Les volumes d’échange de bitcoins, la première et principale monnaie virtuelle décentralisée, sont tombés en octobre à leurs plus bas depuis un an, a rapporté le cabinet d’étude Diar, spécialisé en cryptomonnaies. Les montants échangés ont ainsi atteint leur plus bas « en valeur en dollars aussi bien qu’en bitcoins« , ont souligné les analystes de Diar dans leur rapport hebdomadaire lundi soir, en s’appuyant sur des chiffres fournis par Nomics, une société spécialisée dans la fourniture de données liées aux cryptomonnaies. Selon les chiffres révélés, les échanges de bitcoins ont représenté 27,2 milliards de dollars ce mois-ci contre 34 milliards pour octobre 2017, et les derniers jours d’échanges ne devraient pas inverser la tendance. En décembre 2017, alors que le prix du bitcoin avait temporairement dépassé les 19.500 dollars, selon des données compilées par Bloomberg, c’est l’équivalent de 278,1 milliards de dollars qui avaient été échangés. Concernant les volumes en bitcoins, la baisse est encore plus importante avec un nombre de cryptodevises échangées passé de 6,5 millions en octobre 2017 à 4,2 millions en octobre 2018, soit une chute de 38%. C’est en janvier dernier que le pic avait été atteint, avec 19,6 millions de bitcoins échangés.

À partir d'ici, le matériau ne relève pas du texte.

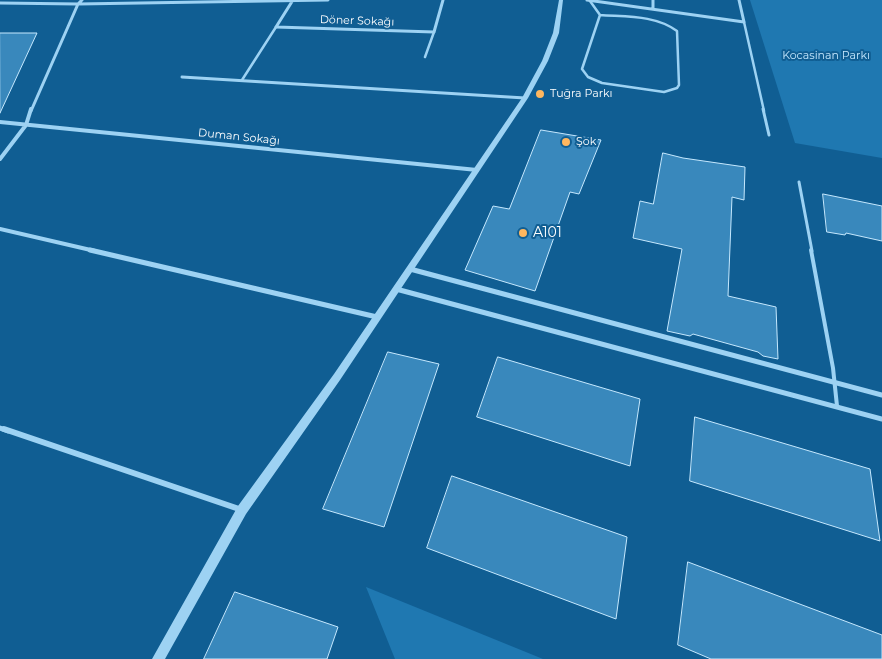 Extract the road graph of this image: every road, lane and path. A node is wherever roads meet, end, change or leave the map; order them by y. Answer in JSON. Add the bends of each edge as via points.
{"nodes":[{"id":1,"x":82,"y":0,"type":"edge"},
{"id":2,"x":293,"y":0,"type":"edge"},
{"id":3,"x":328,"y":0,"type":"edge"},
{"id":4,"x":443,"y":0,"type":"edge"},
{"id":5,"x":561,"y":0,"type":"edge"},
{"id":6,"x":588,"y":0,"type":"edge"},
{"id":7,"x":653,"y":0,"type":"edge"},
{"id":8,"x":739,"y":0,"type":"edge"},
{"id":9,"x":0,"y":3,"type":"edge"},
{"id":10,"x":78,"y":4,"type":"junction"},
{"id":11,"x":653,"y":9,"type":"junction"},
{"id":12,"x":600,"y":15,"type":"junction"},
{"id":13,"x":744,"y":22,"type":"junction"},
{"id":14,"x":276,"y":27,"type":"junction"},
{"id":15,"x":434,"y":32,"type":"junction"},
{"id":16,"x":425,"y":57,"type":"dead end"},
{"id":17,"x":182,"y":76,"type":"dead end"},
{"id":18,"x":242,"y":80,"type":"junction"},
{"id":19,"x":525,"y":98,"type":"junction"},
{"id":20,"x":0,"y":122,"type":"edge"},
{"id":21,"x":26,"y":125,"type":"junction"},
{"id":22,"x":769,"y":135,"type":"dead end"},
{"id":23,"x":0,"y":159,"type":"edge"},
{"id":24,"x":477,"y":170,"type":"junction"},
{"id":25,"x":799,"y":182,"type":"dead end"},
{"id":26,"x":0,"y":229,"type":"edge"},
{"id":27,"x":410,"y":269,"type":"junction"},
{"id":28,"x":396,"y":289,"type":"junction"},
{"id":29,"x":377,"y":317,"type":"junction"},
{"id":30,"x":835,"y":382,"type":"junction"},
{"id":31,"x":882,"y":395,"type":"edge"},
{"id":32,"x":838,"y":406,"type":"junction"},
{"id":33,"x":882,"y":419,"type":"edge"},
{"id":34,"x":0,"y":428,"type":"edge"},
{"id":35,"x":242,"y":510,"type":"junction"},
{"id":36,"x":158,"y":659,"type":"edge"}],
"edges":[{"from":1,"to":10,"type":"street"},
{"from":2,"to":3,"type":"street"},
{"from":2,"to":10,"type":"street"},
{"from":2,"to":14,"type":"street"},
{"from":4,"to":15,"type":"street"},
{"from":5,"to":19,"type":"street","via":[[556,33]]},
{"from":6,"to":11,"type":"street"},
{"from":6,"to":12,"type":"lane"},
{"from":7,"to":11,"type":"street"},
{"from":8,"to":13,"type":"street"},
{"from":9,"to":10,"type":"street"},
{"from":10,"to":21,"type":"street"},
{"from":11,"to":13,"type":"street"},
{"from":12,"to":12,"type":"lane","via":[[582,69],[584,73],[602,83],[664,92],[677,88],[677,31],[674,28],[654,20]]},
{"from":13,"to":22,"type":"lane"},
{"from":14,"to":15,"type":"street","name":"Döner Sokağı"},
{"from":14,"to":18,"type":"lane"},
{"from":15,"to":16,"type":"lane"},
{"from":17,"to":18,"type":"street"},
{"from":18,"to":19,"type":"street"},
{"from":19,"to":24,"type":"street"},
{"from":20,"to":21,"type":"street","name":"Duman Sokağı"},
{"from":21,"to":23,"type":"street"},
{"from":21,"to":24,"type":"street","name":"Duman Sokağı"},
{"from":24,"to":27,"type":"street"},
{"from":25,"to":30,"type":"lane"},
{"from":26,"to":29,"type":"street"},
{"from":27,"to":28,"type":"street"},
{"from":27,"to":30,"type":"street"},
{"from":28,"to":29,"type":"street"},
{"from":28,"to":32,"type":"street"},
{"from":29,"to":35,"type":"street"},
{"from":30,"to":31,"type":"street"},
{"from":30,"to":32,"type":"lane"},
{"from":32,"to":33,"type":"street"},
{"from":34,"to":35,"type":"street"},
{"from":35,"to":36,"type":"street"}]}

Un avis de la SEC attendu avec impatience

« Malgré une augmentation de l’activité de grandes banques de renom et de sociétés d’investissement (…), les cryptomonnaies ont échoué à susciter un nouvel intérêt », ont jugé les analystes de Diar, alors que l’apport du bitcoin fait toujours débat. Particulièrement connue, et parfois décriée, pour sa très forte volatilité, la principale monnaie virtuelle évolue depuis plusieurs semaines autour des 6.400 dollars l’unité, peinant à retrouver un second souffle depuis l’éclatement de la bulle en début d’année. Cet été, le bitcoin a dû faire face à des déconvenues concernant l’autorisation de fonds indiciels qui y seraient adossés, une initiative susceptible de relancer la demande en cryptomonnaie, selon ses partisans. Pour l’instant, le gendarme boursier américain, la Securities and Exchange Commission, n’a opposé que des refus. Un avis très attendu devrait être  rendu prochainement.